I am currently working on an allotetraploid suckerfish (Catostomidae) transcriptome. After sequencing (Ion Torrent), cleaning (FastQC and PrinSeq), assembling (Trinity), and annotating (Trinotate) everything against zebrafish files from Ensembl for comparison, my results in IGV look surprisingly sparse, given the >20 phred scores I constantly had post-sequencing and during initial quality control. Rather than showing complete transcripts, it appears to only show exons, and not necessarily the entire sections. Is there a setting to condense everything into a solid transcript read and complete the gene? Another question my lab has is to identify possible neo/subfunctionalization in duplicate genes, so if these reads are showing duplicates, how might I go about identifying them as such?

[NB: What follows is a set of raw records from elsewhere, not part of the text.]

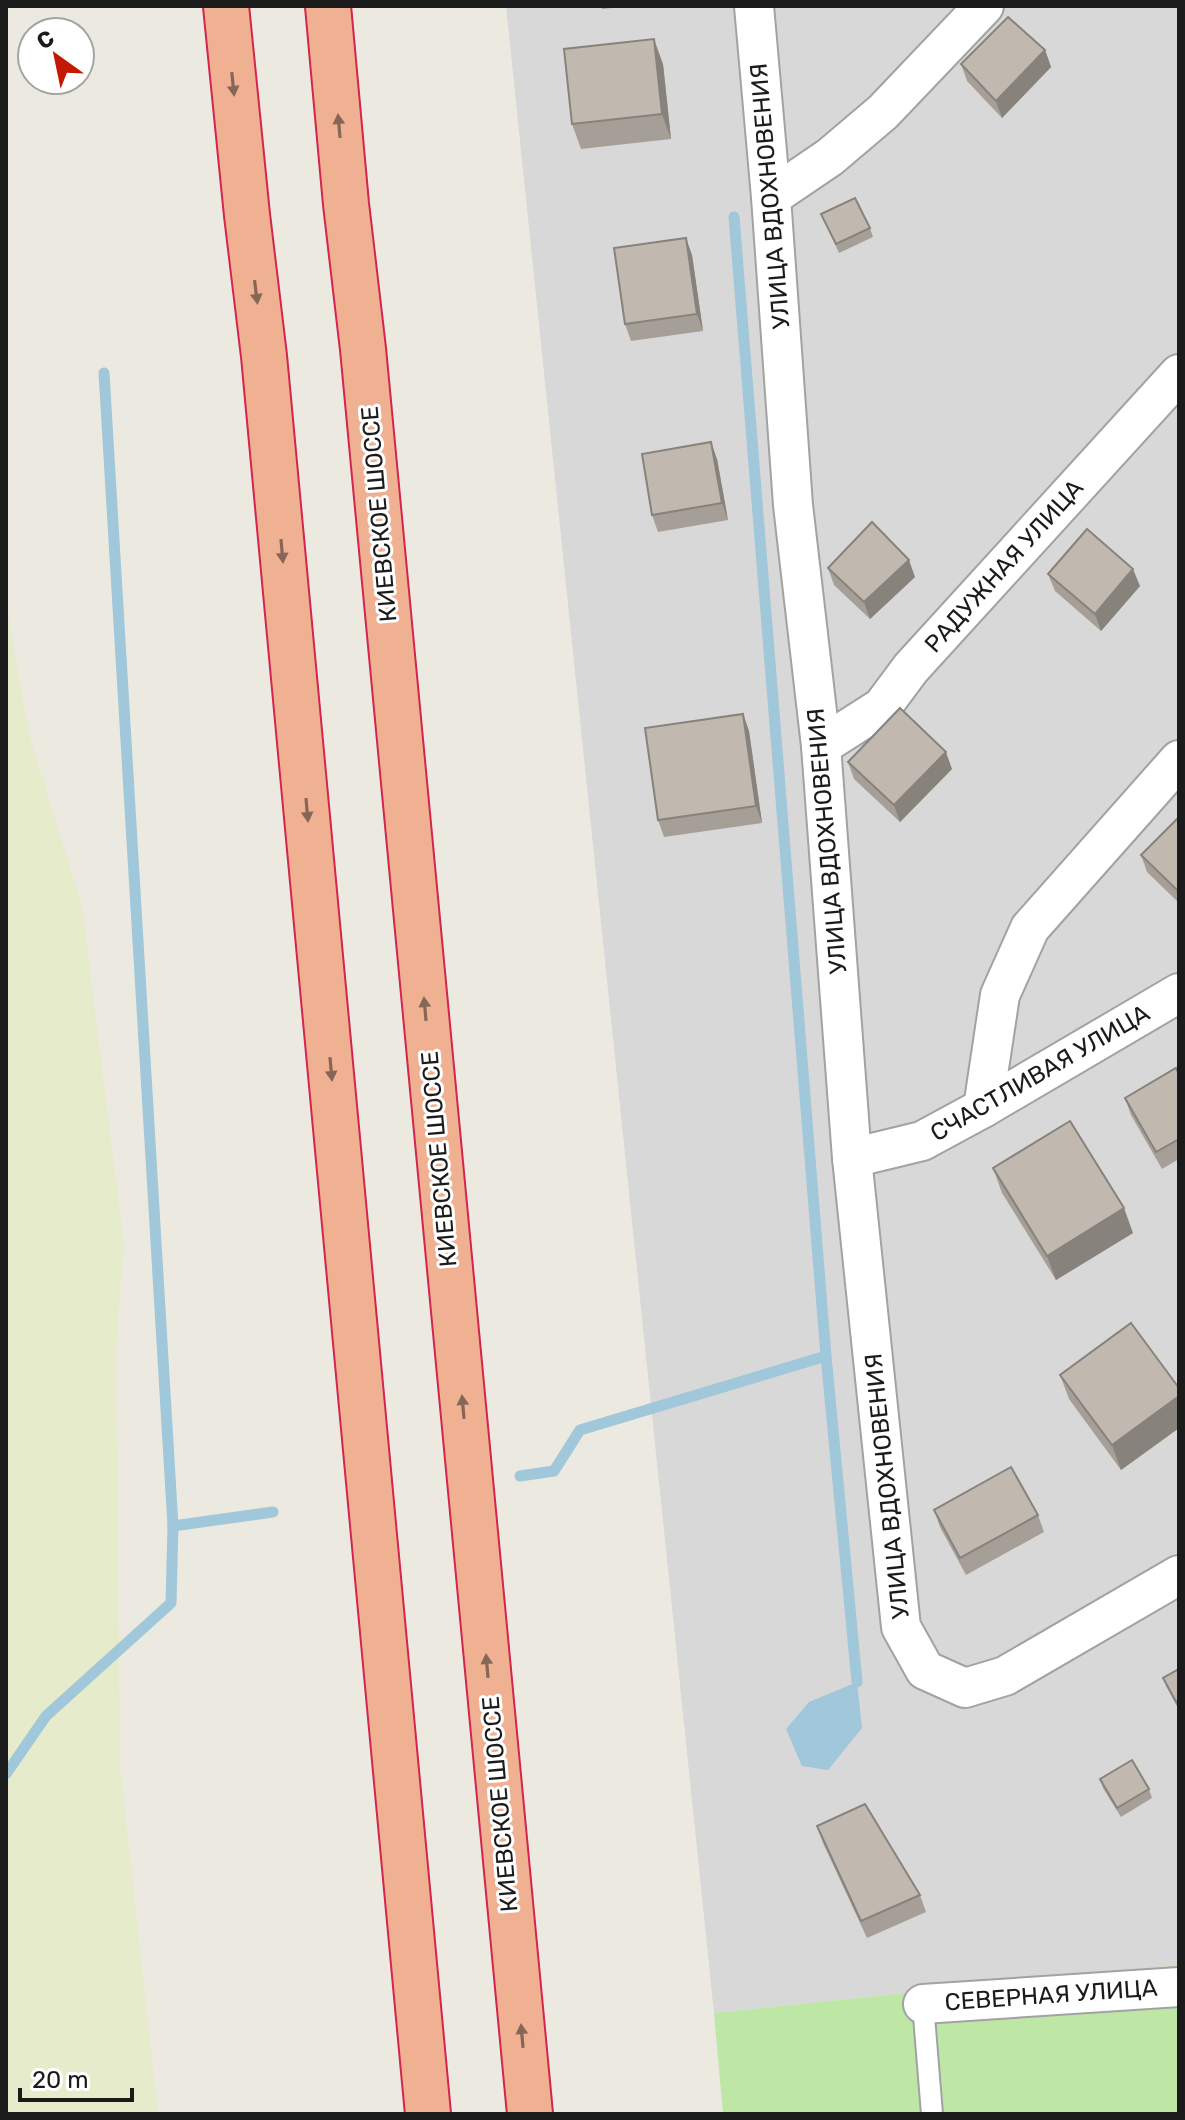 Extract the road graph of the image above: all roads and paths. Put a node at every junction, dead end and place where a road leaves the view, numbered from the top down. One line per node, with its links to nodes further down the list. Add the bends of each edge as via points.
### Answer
1 (226, 6): 15 (highway, one-way to 15, via 264,356)
2 (328, 6): 16 (highway, КИЕВСКОЕ ШОССЕ, one-way to 2)
3 (754, 6): 5 (street, УЛИЦА ВДОХНОВЕНИЯ)
4 (984, 6): 5 (street, via 883,112)
5 (771, 197): 7 (street, УЛИЦА ВДОХНОВЕНИЯ, via 793,505)
6 (1179, 374): 7 (street, РАДУЖНАЯ УЛИЦА, via 911,668 882,707)
7 (821, 746): 11 (street, УЛИЦА ВДОХНОВЕНИЯ)
8 (1179, 760): 10 (street, via 1030,928 1000,995)
9 (1179, 993): 10 (street, СЧАСТЛИВАЯ УЛИЦА)
10 (983, 1108): 11 (street, СЧАСТЛИВАЯ УЛИЦА, via 922,1141)
11 (852, 1158): 12 (street, УЛИЦА ВДОХНОВЕНИЯ, via 901,1627 925,1670 965,1688 1005,1676)
12 (1179, 1575)
13 (1179, 1987): 14 (street, СЕВЕРНАЯ УЛИЦА)
14 (923, 2004): 17 (lane)
15 (428, 2114)
16 (530, 2114)
17 (932, 2114)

My biggest concern is that the data is sparse because most of the reads were short in length and may have potentially been filtered out during the initial assembly, because we came up against the technological limits of our institution's supercomputer's processing ability for a large volume of data (>60GB from the raw sequences alone). Most everything was done following Trinity and Trinotate's instructions on their GitHub tutorial pages. Did we 'throw the baby out with the bathwater,' so to speak?
https://ibb.co/TWQtqCy Creatine kinase muscle type A (ckma) exon fragments
https://ibb.co/w613XWY zoomed in view, duplicate assembled reads of an exon
Kate (a somewhat scared PhD student)